EdNutting 19 hours ago

Wild speculation: Could the extra speedup be due to some kind of JIT hotpath optimisation that the previous reflective non-inlinable call prevented, and which the new use of the single `arrayLength` bytecode enabled? E.g. in production maybe you're seeing the hotpath hit a JIT threshold for more aggressive inlinng of the parent function, or loop unrolling, or similar, which might not be triggered in your test environment (and which is impossible when inlining is prevented)?

  • mkmccjr 17 hours ago

    Author of the blog post here. That explanation sounds very plausible to me!

    If the whole enclosing function became inlinable after the reflective call path disappeared, that could explain why the end-to-end speedup under load was even larger than the isolated microbench.

    I admit that I don't understand the JIT optimization deeply enough to say that confidently... as I mentioned in the blog post, I was quite flummoxed by the results. I’d genuinely love to learn more.

TacticalCoder 14 hours ago

> When a client asks for the time, it sends a random nonce. The server replies with a signed certificate containing both the nonce and a timestamp, proving the response happened after the request.

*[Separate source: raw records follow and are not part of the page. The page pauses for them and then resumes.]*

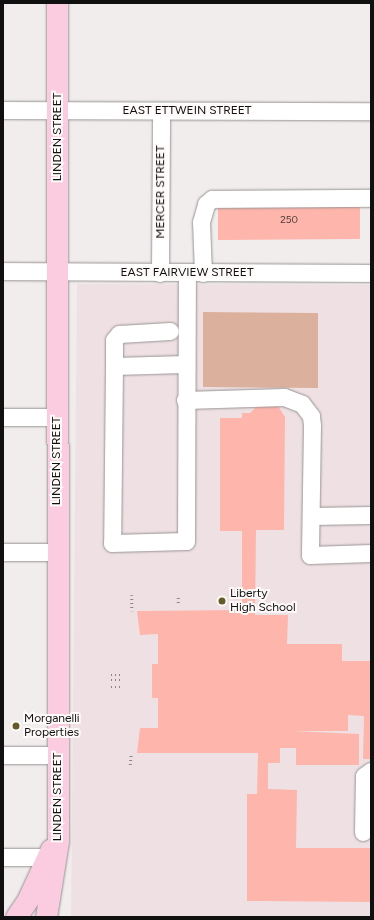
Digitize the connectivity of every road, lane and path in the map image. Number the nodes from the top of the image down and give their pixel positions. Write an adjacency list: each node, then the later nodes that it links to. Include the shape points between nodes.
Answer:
1 (58, 3): 3 (main road, LINDEN STREET)
2 (3, 110): 3 (street, EAST ETTWEIN STREET)
3 (58, 111): 4 (street, EAST ETTWEIN STREET); 8 (main road, LINDEN STREET)
4 (161, 111): 5 (street, EAST ETTWEIN STREET); 9 (street, MERCER STREET)
5 (371, 111)
6 (371, 198): 10 (street, via 212,199 206,204 201,222)
7 (3, 271): 8 (street, EAST FAIRVIEW STREET)
8 (59, 271): 9 (street, EAST FAIRVIEW STREET); 17 (main road, LINDEN STREET)
9 (160, 273): 10 (street, EAST FAIRVIEW STREET)
10 (195, 273): 11 (street, EAST FAIRVIEW STREET); 13 (street)
11 (371, 273)
12 (170, 331): 14 (street, via 119,334 114,340)
13 (185, 364): 14 (street); 15 (street)
14 (114, 366): 15 (street, via 112,543 186,541)
15 (185, 400): 19 (street, via 284,397 295,399 307,408 312,425)
16 (3, 417): 17 (street)
17 (57, 417): 21 (main road, LINDEN STREET)
18 (371, 514): 19 (street)
19 (310, 516): 22 (street, via 310,555)
20 (3, 552): 21 (street)
21 (58, 552): 35 (main road, LINDEN STREET)
22 (371, 553)
23 (132, 595): 26 (path)
24 (178, 597): 25 (path)
25 (178, 603)
26 (132, 611)
27 (111, 675): 28 (path)
28 (120, 675)
29 (111, 680): 30 (path)
30 (120, 680)
31 (111, 687): 32 (path)
32 (120, 687)
33 (131, 753): 36 (path)
34 (3, 755): 35 (street)
35 (57, 755): 39 (main road, LINDEN STREET)
36 (130, 765)
37 (371, 771): 38 (street, via 364,776)
38 (363, 832)
39 (58, 841): 41 (main road); 43 (main road, LINDEN STREET)
40 (3, 857): 41 (street)
41 (44, 857): 42 (main road, via 31,893)
42 (16, 917)
43 (46, 917)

Oh that's cool. Apparently one of the protocol's goal is to catch lying parties and to prove they were lying about the (rough) time.

  • geon 10 hours ago

    What's the use case? I'm guessing it doesn't actually have anything to do with getting the time?

    • kianNOP 2 hours ago

      Roughtime is a really cool protocol we came across when we were hardening a license server. It provides a distributed mechanism for cryptographically verifiable time via chained requests. It’s not as precise as NTP (hence rough) but in practice it’s more than precise enough. It also has some nice additional properties: for example, NTP servers are often used as DDOS amplifiers, whereas roughtime servers return a smaller payload than the request.

      The ecosystem is currently very young. Each additional deployment meaningfully strengthens the ecosystem (ours is only the fifth server) and each additional implementation helps harden the spec (which is soon approaching 1.0).